Making Noise (or hopefully trying not to!)

As a first year graduate student, I am being asked to think about data in all sorts of new ways.  As I am sure some of my classmates can relate to, and the rest may remember the feeling, it seems like the jump from undergrad to grad student a really about making a mental switch from consuming data to creating and analyzing it.  I’d like to go back in Nate Silver’s book a bit, but there was one statistic he quoted in the beginning of The Signal and the Noise when he mentioned the sheer volume of new data being created every single day:  2.5 quintillion bytes.  We, as a society, are creating far more data than we can possibly analyze, which to be honest is a bit intimidating, especially since I am now being asked to create more data.  I do field work, design experiments, measure stuff, all the things that define my day, but really what I am doing is creating more data, and trying to analyze it in some meaningful way to describe some natural phenomenon.  As I am thinking about all this, one thing that I am quickly learning is that I don’t want to create bad data, as that really is just contributing to the “noise”.  Back to chapter 5, Silver is talking about overfitting.  This is something that I feel would be incredibly tempting to do, especially after spending years collecting data.  This seems to me like something that can come out of producing data that is either not useful or poorly collected.  Trying to find meaning in something that isn’t necessarily there, when the search for meaning becomes more important than the search for truth.  I am getting a little philosophical here, but in practice this is a lesson in making sure that I really think about design and data collection before creating lots of new data.

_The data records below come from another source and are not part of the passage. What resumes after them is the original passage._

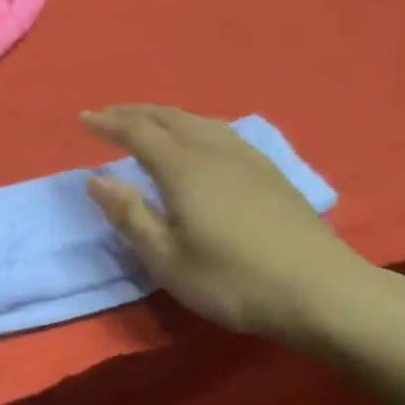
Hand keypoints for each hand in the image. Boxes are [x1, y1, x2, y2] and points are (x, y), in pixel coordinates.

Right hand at [83, 104, 370, 342]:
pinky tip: (198, 140)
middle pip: (168, 117)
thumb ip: (129, 216)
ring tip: (147, 123)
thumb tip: (95, 179)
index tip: (83, 119)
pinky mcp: (269, 171)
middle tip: (108, 116)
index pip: (137, 132)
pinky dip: (193, 126)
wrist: (321, 290)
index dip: (108, 123)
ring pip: (197, 121)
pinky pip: (219, 131)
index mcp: (184, 168)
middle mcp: (214, 150)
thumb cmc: (233, 280)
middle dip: (134, 113)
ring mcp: (247, 158)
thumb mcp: (167, 259)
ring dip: (164, 116)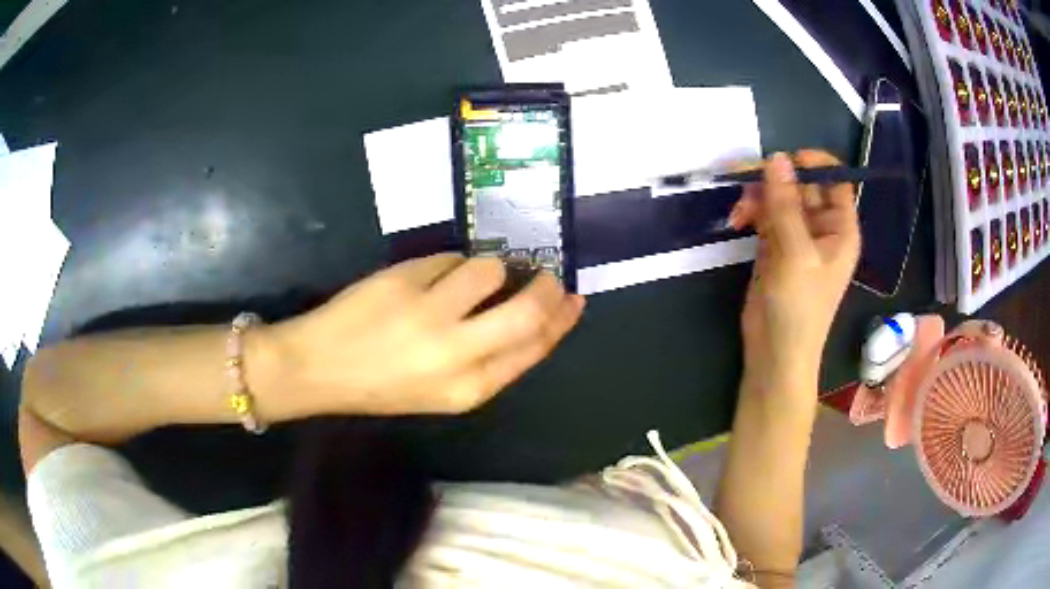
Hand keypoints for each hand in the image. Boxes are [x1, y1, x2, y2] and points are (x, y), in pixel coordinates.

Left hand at [258, 254, 584, 415]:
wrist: (319, 370)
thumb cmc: (382, 386)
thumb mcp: (444, 392)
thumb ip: (489, 359)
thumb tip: (529, 316)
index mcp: (470, 390)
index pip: (534, 348)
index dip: (561, 320)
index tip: (573, 299)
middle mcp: (457, 354)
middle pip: (528, 310)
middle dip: (548, 286)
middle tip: (549, 273)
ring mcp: (430, 313)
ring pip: (489, 269)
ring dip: (488, 268)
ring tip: (467, 278)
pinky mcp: (405, 281)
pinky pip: (451, 258)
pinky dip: (451, 263)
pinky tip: (431, 277)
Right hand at [730, 151, 859, 394]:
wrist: (775, 352)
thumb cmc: (798, 307)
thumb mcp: (795, 253)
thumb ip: (785, 204)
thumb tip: (776, 157)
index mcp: (840, 228)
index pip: (835, 181)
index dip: (815, 163)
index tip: (785, 159)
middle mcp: (821, 228)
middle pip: (802, 185)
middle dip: (775, 180)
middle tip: (746, 178)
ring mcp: (796, 236)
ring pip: (779, 198)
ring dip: (758, 197)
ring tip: (740, 211)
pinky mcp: (773, 246)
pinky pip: (764, 214)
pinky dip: (750, 212)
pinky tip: (737, 220)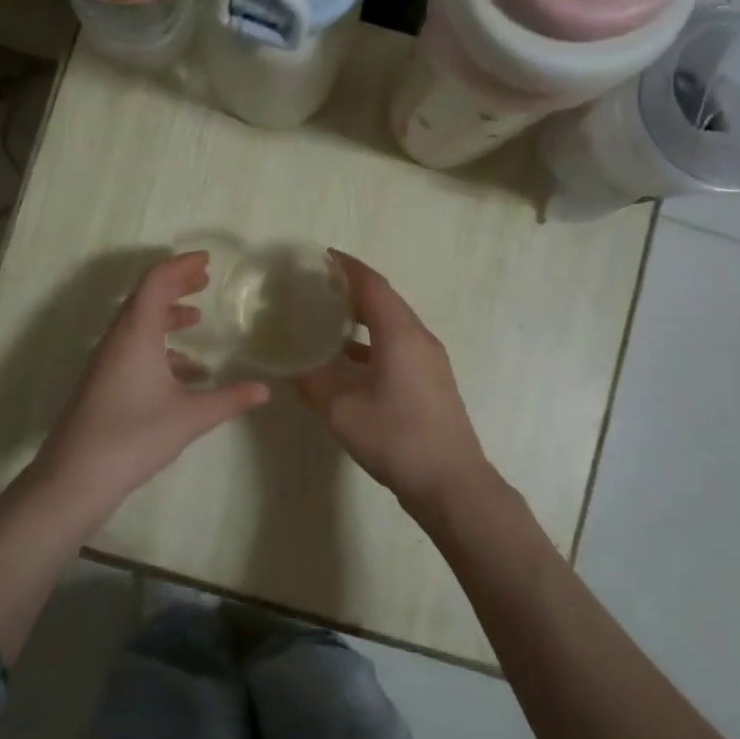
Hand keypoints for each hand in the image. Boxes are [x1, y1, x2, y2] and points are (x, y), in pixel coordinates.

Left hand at [34, 252, 269, 519]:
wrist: (74, 477)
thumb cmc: (134, 436)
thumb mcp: (190, 417)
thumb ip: (229, 400)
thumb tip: (265, 390)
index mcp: (136, 333)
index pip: (156, 282)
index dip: (181, 266)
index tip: (207, 260)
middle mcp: (117, 339)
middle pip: (145, 297)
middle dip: (175, 285)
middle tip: (204, 280)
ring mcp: (105, 361)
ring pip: (137, 324)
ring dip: (166, 316)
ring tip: (196, 319)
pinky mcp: (101, 382)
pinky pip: (132, 348)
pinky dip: (158, 346)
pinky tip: (183, 372)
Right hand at [293, 251, 496, 527]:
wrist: (451, 483)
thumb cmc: (395, 438)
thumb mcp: (341, 410)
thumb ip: (312, 382)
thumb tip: (289, 364)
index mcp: (400, 334)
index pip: (371, 284)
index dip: (345, 266)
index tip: (320, 255)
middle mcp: (419, 338)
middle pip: (384, 299)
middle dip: (351, 288)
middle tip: (315, 285)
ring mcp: (429, 360)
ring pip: (392, 323)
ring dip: (362, 315)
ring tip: (326, 315)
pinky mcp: (431, 380)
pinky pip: (398, 344)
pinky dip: (372, 341)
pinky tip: (347, 358)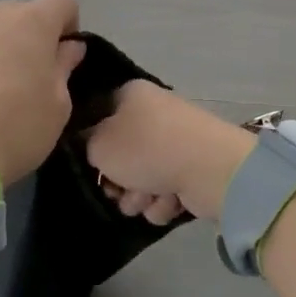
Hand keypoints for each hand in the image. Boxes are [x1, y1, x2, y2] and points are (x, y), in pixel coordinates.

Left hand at [0, 0, 85, 181]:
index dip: (68, 24)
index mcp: (32, 23)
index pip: (62, 0)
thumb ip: (64, 67)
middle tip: (25, 76)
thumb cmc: (15, 128)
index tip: (62, 56)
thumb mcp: (58, 106)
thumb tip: (69, 47)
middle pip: (19, 12)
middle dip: (27, 36)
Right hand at [85, 81, 255, 222]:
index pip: (98, 115)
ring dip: (139, 196)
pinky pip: (165, 191)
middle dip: (117, 181)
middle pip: (121, 154)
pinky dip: (164, 201)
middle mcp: (154, 114)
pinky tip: (170, 200)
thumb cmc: (146, 148)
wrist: (210, 169)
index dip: (89, 142)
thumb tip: (90, 144)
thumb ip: (85, 144)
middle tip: (117, 190)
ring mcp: (175, 142)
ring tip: (147, 198)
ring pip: (141, 178)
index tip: (87, 162)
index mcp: (131, 95)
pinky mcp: (192, 169)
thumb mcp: (99, 144)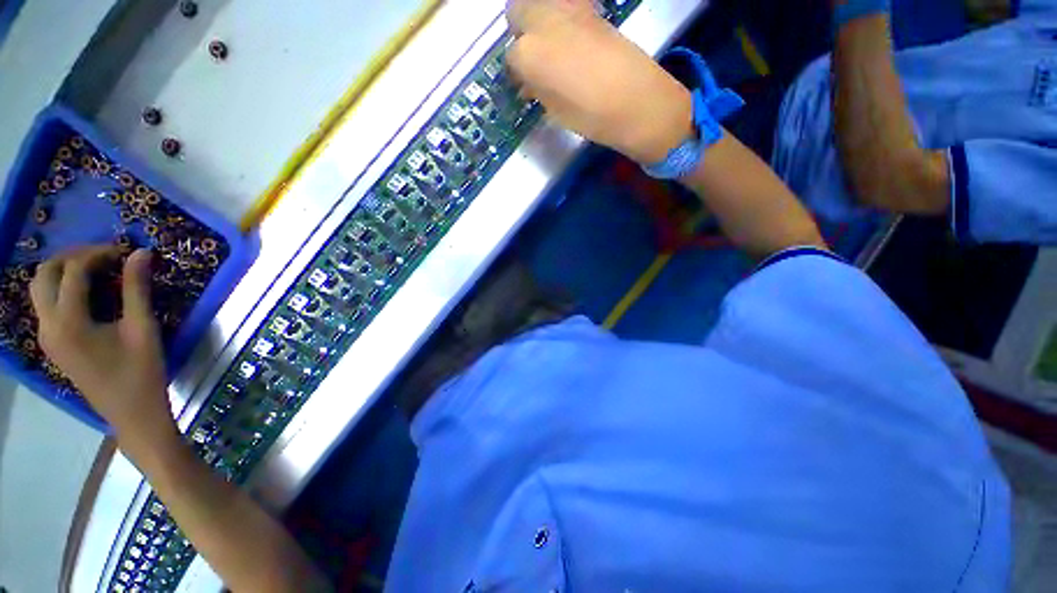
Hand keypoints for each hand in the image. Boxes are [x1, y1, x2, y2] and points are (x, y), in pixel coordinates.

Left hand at [30, 246, 176, 448]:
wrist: (131, 413)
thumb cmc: (141, 371)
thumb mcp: (143, 328)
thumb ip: (137, 289)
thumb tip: (141, 253)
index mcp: (69, 322)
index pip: (73, 271)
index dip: (97, 254)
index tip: (124, 251)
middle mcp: (48, 325)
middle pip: (44, 275)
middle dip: (72, 257)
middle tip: (104, 256)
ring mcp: (46, 336)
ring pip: (40, 288)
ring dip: (63, 271)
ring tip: (95, 269)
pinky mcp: (52, 343)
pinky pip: (47, 304)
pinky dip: (62, 288)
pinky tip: (87, 292)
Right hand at [505, 0, 693, 164]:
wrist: (635, 99)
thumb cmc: (589, 116)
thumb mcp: (553, 111)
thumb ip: (536, 89)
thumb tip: (528, 82)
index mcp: (527, 54)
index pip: (510, 57)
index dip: (517, 72)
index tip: (524, 83)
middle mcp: (541, 22)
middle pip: (516, 13)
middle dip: (520, 33)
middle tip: (532, 56)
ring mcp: (567, 9)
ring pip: (539, 2)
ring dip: (538, 20)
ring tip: (551, 46)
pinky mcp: (590, 8)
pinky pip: (564, 6)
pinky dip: (561, 18)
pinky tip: (571, 40)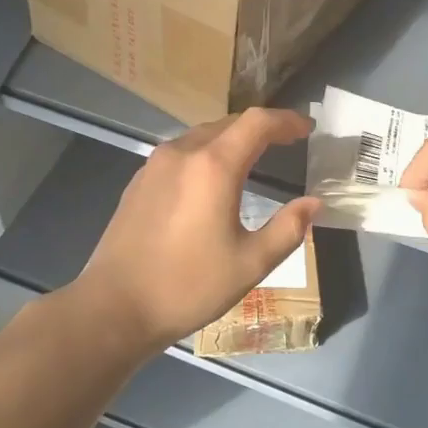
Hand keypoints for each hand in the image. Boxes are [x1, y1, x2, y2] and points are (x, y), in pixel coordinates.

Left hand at [74, 108, 320, 349]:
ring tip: (254, 157)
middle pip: (230, 123)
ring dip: (232, 138)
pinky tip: (211, 179)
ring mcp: (156, 164)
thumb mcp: (250, 263)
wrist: (114, 307)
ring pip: (203, 135)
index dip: (285, 121)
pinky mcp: (139, 180)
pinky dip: (207, 152)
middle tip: (286, 142)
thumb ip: (288, 229)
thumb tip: (314, 203)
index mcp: (214, 167)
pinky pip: (182, 151)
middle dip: (261, 128)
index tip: (307, 129)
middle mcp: (183, 152)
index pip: (257, 123)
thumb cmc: (188, 286)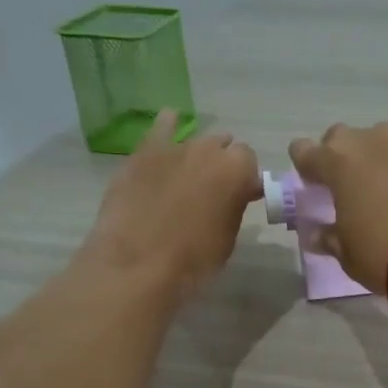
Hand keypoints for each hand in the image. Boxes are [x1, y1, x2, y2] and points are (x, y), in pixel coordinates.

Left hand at [84, 111, 259, 300]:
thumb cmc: (193, 260)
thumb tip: (233, 196)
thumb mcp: (228, 237)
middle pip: (224, 146)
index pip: (250, 163)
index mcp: (237, 171)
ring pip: (196, 140)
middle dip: (224, 164)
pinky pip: (161, 127)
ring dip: (199, 154)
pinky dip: (168, 125)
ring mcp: (174, 148)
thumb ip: (234, 207)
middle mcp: (209, 150)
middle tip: (216, 190)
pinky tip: (170, 122)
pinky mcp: (144, 152)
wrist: (137, 264)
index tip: (242, 197)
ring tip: (192, 174)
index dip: (247, 179)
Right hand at [287, 122, 387, 292]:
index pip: (304, 151)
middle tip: (347, 186)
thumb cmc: (384, 254)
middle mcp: (368, 142)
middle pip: (342, 137)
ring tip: (385, 188)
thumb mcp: (348, 254)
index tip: (312, 185)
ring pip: (379, 140)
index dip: (304, 166)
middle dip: (339, 156)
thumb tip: (319, 233)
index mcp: (336, 163)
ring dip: (375, 157)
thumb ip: (330, 237)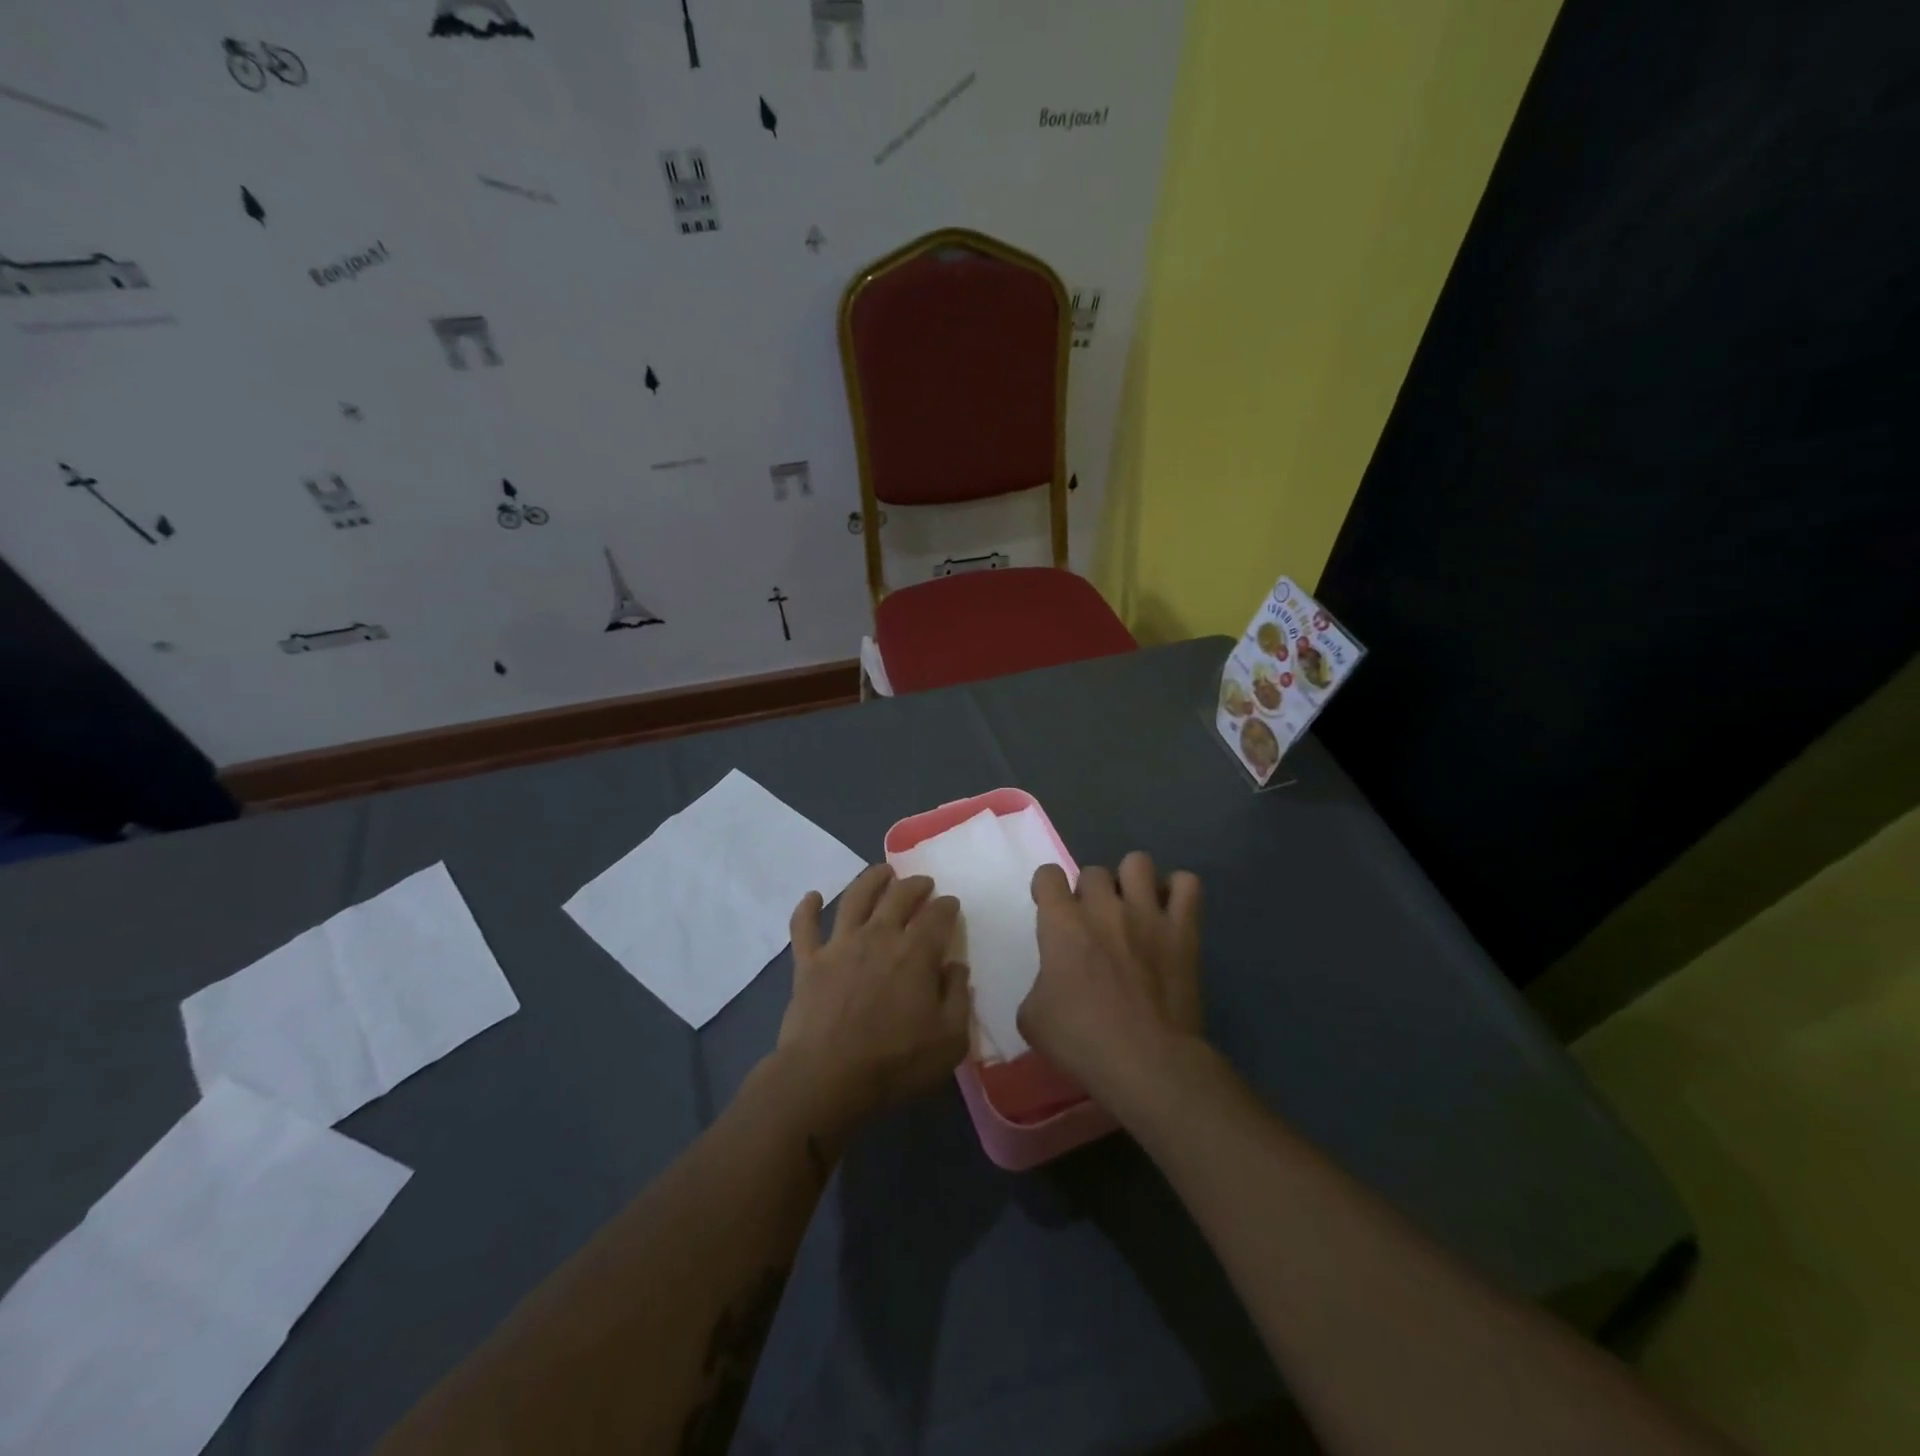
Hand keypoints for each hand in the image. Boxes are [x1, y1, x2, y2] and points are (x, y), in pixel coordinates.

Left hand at [771, 865, 971, 1133]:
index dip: (947, 906)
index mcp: (916, 953)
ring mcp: (840, 945)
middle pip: (899, 896)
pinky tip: (812, 896)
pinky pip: (804, 927)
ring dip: (871, 880)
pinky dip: (807, 908)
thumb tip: (955, 966)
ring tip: (882, 871)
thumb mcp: (949, 1040)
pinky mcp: (808, 961)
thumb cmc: (894, 1063)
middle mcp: (879, 936)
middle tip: (922, 883)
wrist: (826, 1078)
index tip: (951, 904)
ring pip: (856, 898)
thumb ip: (958, 998)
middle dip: (915, 885)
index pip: (937, 916)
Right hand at [1019, 852, 1202, 1111]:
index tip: (1051, 909)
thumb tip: (1053, 981)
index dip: (1047, 889)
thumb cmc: (1083, 1041)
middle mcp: (1103, 906)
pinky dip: (1178, 892)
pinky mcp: (1183, 929)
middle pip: (1093, 871)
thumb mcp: (1033, 1018)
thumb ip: (1039, 984)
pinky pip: (1187, 884)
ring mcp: (1147, 913)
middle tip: (1095, 923)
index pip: (1048, 875)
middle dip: (1091, 893)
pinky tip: (1170, 913)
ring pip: (1137, 862)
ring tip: (1133, 909)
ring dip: (1131, 881)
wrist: (1147, 1061)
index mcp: (1062, 923)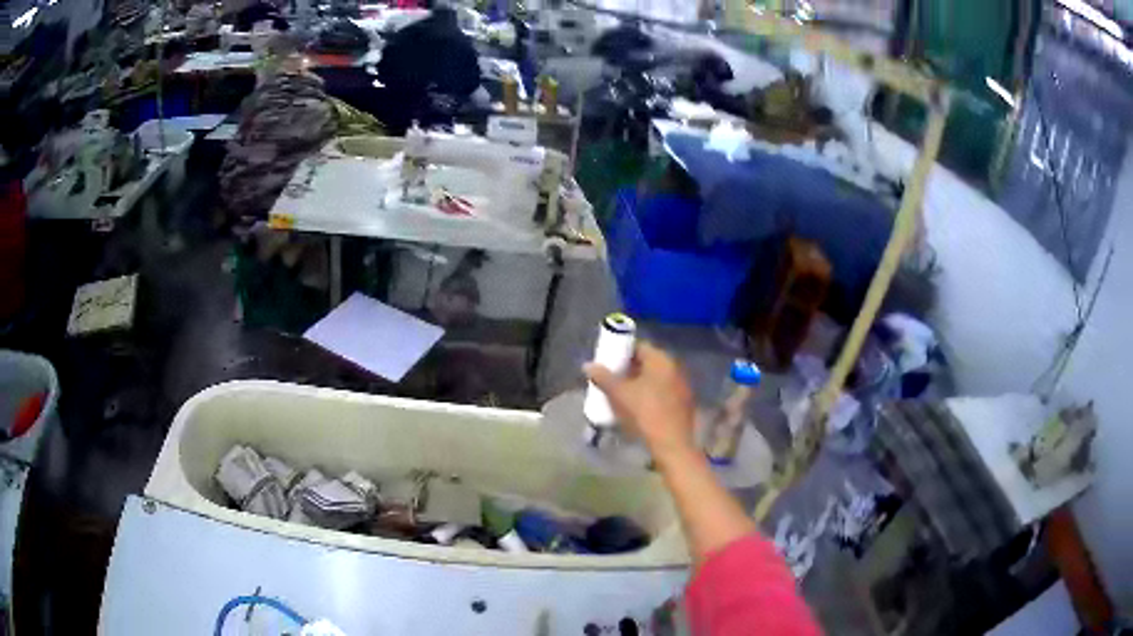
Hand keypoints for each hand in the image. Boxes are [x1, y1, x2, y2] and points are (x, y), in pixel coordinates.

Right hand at [584, 342, 695, 459]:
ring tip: (622, 394)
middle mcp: (675, 367)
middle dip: (630, 368)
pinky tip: (639, 407)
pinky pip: (664, 391)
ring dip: (640, 382)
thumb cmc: (644, 413)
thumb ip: (603, 377)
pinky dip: (651, 394)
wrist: (671, 444)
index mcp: (661, 359)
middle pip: (648, 362)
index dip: (622, 352)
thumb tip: (587, 365)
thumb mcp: (618, 394)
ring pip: (656, 378)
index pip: (639, 346)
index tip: (608, 362)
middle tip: (612, 379)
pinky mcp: (684, 402)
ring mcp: (682, 385)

As I move forward in my work, school, career, whatever, I have chosen a path that will always require data analysis (someday it may even involve R if I ever can really figure it out, but I digress), I need to make sure that I think about what kind of data I am creating.  Maybe the data I make isn’t going to be analyzed by me, or maybe someone else looks at my data and can do something better with it.  Either way, the real tragedy would be if my created data isn’t useful because I failed to produce good data.  In this way, I hope that maybe a few signals can come out of what I do, in stark contrast to all the noise.

This entry was posted in Uncategorized. Bookmark the permalink.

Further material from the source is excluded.